| ''Semel
in anno licet insanire'', ''une fois par an on peut faire des folies'', cet
ancien proverbe romain a trouvé un terrain favorable à Fano, siège
de l'un des plus renommés carnavals d'Italie. Plus d'un mois de fêtes:
les rues et les gens de la ville se dépouillent des habitudes usuelles,
se plongent dans le tourbillon de fêtes et défilés que le
Carnaval de Fano offre sans aucune parcimonie et tout le monde est complice de
l'atmosphère joyeuse d'amusement sans souci. Il s'agit d'un carnaval historique:
peu de gens savent que le carnaval naquit en époque médiévale
et selon la légende en occasion de la réconciliation des deux plus
importantes familles de la ville de ce temps-là: les Del Cassero et les
Da Carignano. Mais l'histoire et la tradition ne sont pas les seules caractéristiques
de la manifestation, qui chaque année rassemble des dizaines et de milliers
de personnes: le Carnaval de Fano, en effet, est le plus doux carnaval du monde
entier, le seul où l'on assiste et on prend part à une vraie bataille
combattue avec des quintaux de.....friandises. De grandes quantités de
douceurs sont lancées des chars allégoriques sur la foule, qui à
son tour ramasse et relance à pleines mains cette pluie vraiment singulière.

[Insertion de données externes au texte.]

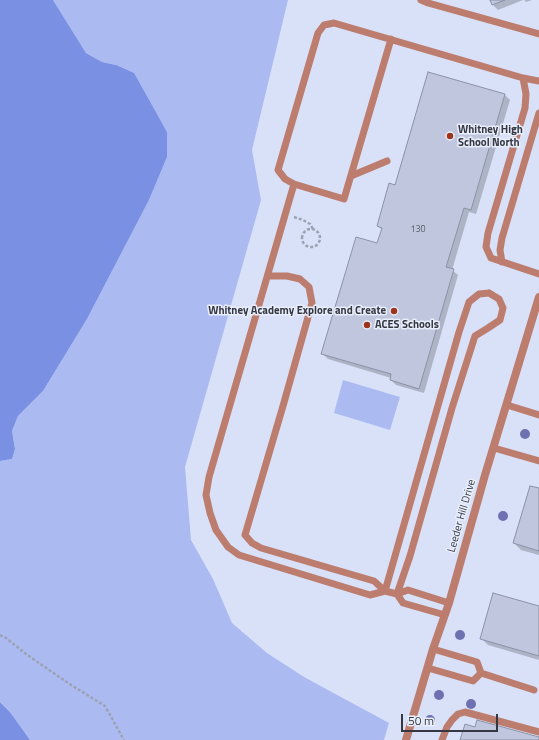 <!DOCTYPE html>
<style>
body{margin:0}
#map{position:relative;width:539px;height:740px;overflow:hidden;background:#d9e1f8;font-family:"Titillium Web",sans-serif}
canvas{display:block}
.scale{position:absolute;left:401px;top:714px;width:97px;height:18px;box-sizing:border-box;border:2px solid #353841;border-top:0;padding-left:5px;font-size:12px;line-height:14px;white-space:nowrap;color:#353841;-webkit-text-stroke:3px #e9eefc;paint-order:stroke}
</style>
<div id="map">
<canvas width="539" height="740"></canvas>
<div class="scale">50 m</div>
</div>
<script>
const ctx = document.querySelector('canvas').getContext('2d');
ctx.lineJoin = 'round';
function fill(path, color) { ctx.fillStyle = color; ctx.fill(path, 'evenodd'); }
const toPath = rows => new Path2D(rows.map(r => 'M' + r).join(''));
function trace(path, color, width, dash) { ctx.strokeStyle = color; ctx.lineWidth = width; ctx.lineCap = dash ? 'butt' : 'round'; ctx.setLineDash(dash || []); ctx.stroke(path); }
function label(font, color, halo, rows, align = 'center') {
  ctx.font = font + ' "Titillium Web",sans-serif'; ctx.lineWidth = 3; ctx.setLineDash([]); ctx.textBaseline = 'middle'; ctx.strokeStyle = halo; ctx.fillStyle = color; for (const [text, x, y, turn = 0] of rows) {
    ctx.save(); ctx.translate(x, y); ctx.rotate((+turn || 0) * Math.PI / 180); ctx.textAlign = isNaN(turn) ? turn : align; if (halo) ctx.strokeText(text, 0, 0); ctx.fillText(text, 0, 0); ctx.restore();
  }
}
const green = toPath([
 [53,0,288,0,252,150,261,200,185,467,191,540,213,579,232,623,267,653,304,677,389,723,384,740,30,740,10,712,0,702,0,461,12,459,15,449,12,431,18,416,43,391,87,319,149,200,167,157,167,132,158,117,116,65,102,62,86,53],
 [343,380,400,397,390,430,334,413]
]);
const water = toPath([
 [0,0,53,0,86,53,102,62,116,65,134,73,167,132,167,157,149,200,87,319,43,391,18,416,12,431,15,449,12,459,0,461],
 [0,702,10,712,30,740,0,740]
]);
const shadow = toPath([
 [491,0,523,0,498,10,493,5],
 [524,0,532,0,526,2],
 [429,73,505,95,510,100,476,214,469,212,452,270,458,275,424,393,396,385,391,380,391,378,328,359,323,354,378,244,382,230,378,226,395,186],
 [539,489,539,555,521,550,514,543],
 [539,608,539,660,488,645,481,638]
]);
const building = toPath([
 [490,0,505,0,492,5,490,0],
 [428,72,505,94,471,210,464,208,446,267,454,269,419,389,390,380,391,374,321,354,356,237,377,243,382,228,377,226,389,183,395,185,428,72],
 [530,486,539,488,539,551,513,543,530,486],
 [493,593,539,606,539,656,480,639,493,593],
 [477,720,539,737,539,740,460,740,465,724,475,727,477,720]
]);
const path = toPath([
 [294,217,303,220,310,224,313,229],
 '302 238a9 9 0 1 1 18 0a9 9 0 1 1-18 0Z',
 [0,635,6,638,26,654,68,683,105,706,124,740]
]);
const service = toPath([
 [421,0,428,3,539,34],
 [523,78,526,94,525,108,488,233,486,247,491,258,539,274],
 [351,176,387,161],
 [294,184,344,199,391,39],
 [502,262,500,250,502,238,539,113],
 [269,276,287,276,300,279,309,287,312,303,283,406,245,535,252,543,261,548,374,581,385,591,370,595,239,555,228,547,216,530,210,513,206,495,209,477,294,184,285,179,278,170,318,33,324,25,334,23,523,78,539,81],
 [489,293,499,299,503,308,500,320,488,328,475,336,452,408,410,556,397,594,385,591,459,332,469,302,479,294,489,293],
 [507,405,539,415],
 [494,448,539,461],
 [445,615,403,603,397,594,408,590,449,603],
 [433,649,477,662,481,673],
 [428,668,473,681,481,673],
 [481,673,534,690],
 [442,740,447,727,452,720,458,714,465,712,539,732]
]);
const tertiary = toPath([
 [406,740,433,649,449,603,485,475,539,297]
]);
const trees = [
 [525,434],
 [503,516],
 [460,635],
 [439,695],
 [471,704],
 [430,720]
];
const markers = [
 [450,136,4,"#9d351c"],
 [394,311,4,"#9d351c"],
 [367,325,4,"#9d351c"]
];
const numberNames = [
 ["130",418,230]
];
const poiNames = [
 ["Whitney High",458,130],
 ["School North",458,143],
 ["Whitney Academy Explore and Create",386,311,"right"],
 ["ACES Schools",375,325]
];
const streetNames = [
 ["Leeder Hill Drive",462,516,-74]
];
fill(green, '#abbbf2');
fill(water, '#7a90e2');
fill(shadow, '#0003');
fill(building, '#bfc6dd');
trace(building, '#8b92a7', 1);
trace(path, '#9ca2b3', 2.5, [3, 2]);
trace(service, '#bd7d6e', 7);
trace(tertiary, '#bd7d6e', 8);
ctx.fillStyle = '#6e71b0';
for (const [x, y] of trees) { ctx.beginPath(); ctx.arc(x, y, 5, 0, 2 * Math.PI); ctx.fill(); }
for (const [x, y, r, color] of markers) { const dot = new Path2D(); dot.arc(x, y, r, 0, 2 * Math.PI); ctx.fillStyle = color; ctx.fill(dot); trace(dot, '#e9eefc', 1.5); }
label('9px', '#585c68', null, numberNames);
label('bold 11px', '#353841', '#e9eefc', poiNames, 'left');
label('11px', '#353841', '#e9eefc', streetNames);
</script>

Cette bataille engage grands et petits, soit ceux qui sont au plus fort de la
mêlée, soit ceux qui se trouvent sur les tribunes à côté
du parcours et ne renoncent pas à se munir de bonbons à lancer vers
le côté opposé. Le corso des chars se termine avec le tour
de la ''luminaria'': tout à fait suggestif, une vraie fête de lumières
et de couleurs qui, le long d'un parcours de 2 Km. environ, crée un jeu
d'ombres irréelles et fantastiques. Voilà ainsi expliqué
le slogan du Carnaval de Fano: beau à voir, doux à goûter.
Le carnaval est culture et tradition populaire aussi: l'Ecole du Carton-pâte
transmet aux jeunes l'art du travail du carton-pâte et le patrimoine des
expériences créatives; La ''Musica Arabita''- fanfare toujours jeune,
citée par Guido Piovene et Curzio Malaparte- du 1922 joue de la musique
en utilisant des instruments bizarres et improvisés. Dans l'édition
2000, la ville de Fano a abolit les barrières à l'entrée
et a offert à tout le monde la participation gratuite aux défilés
masqués et a récupéré ainsi la tradition qui veut
le carnaval comme une fête que le peuple donne à soi-même.
Le grand bal masqué,aussi, organisé le dernier février dans
la place XX septembre se place dans l'objectif qui tend à la récupération
de la cité comme lieu privilégié de l'amusement. A tout çà
il faut ajouter le renforcement des deux rites principaux: le jeudi et le mardi
gras et on aura la nouvelle élaboration qui a su remettre en valeur le
Carnaval fanais en dépassant toute agréable attente de succès.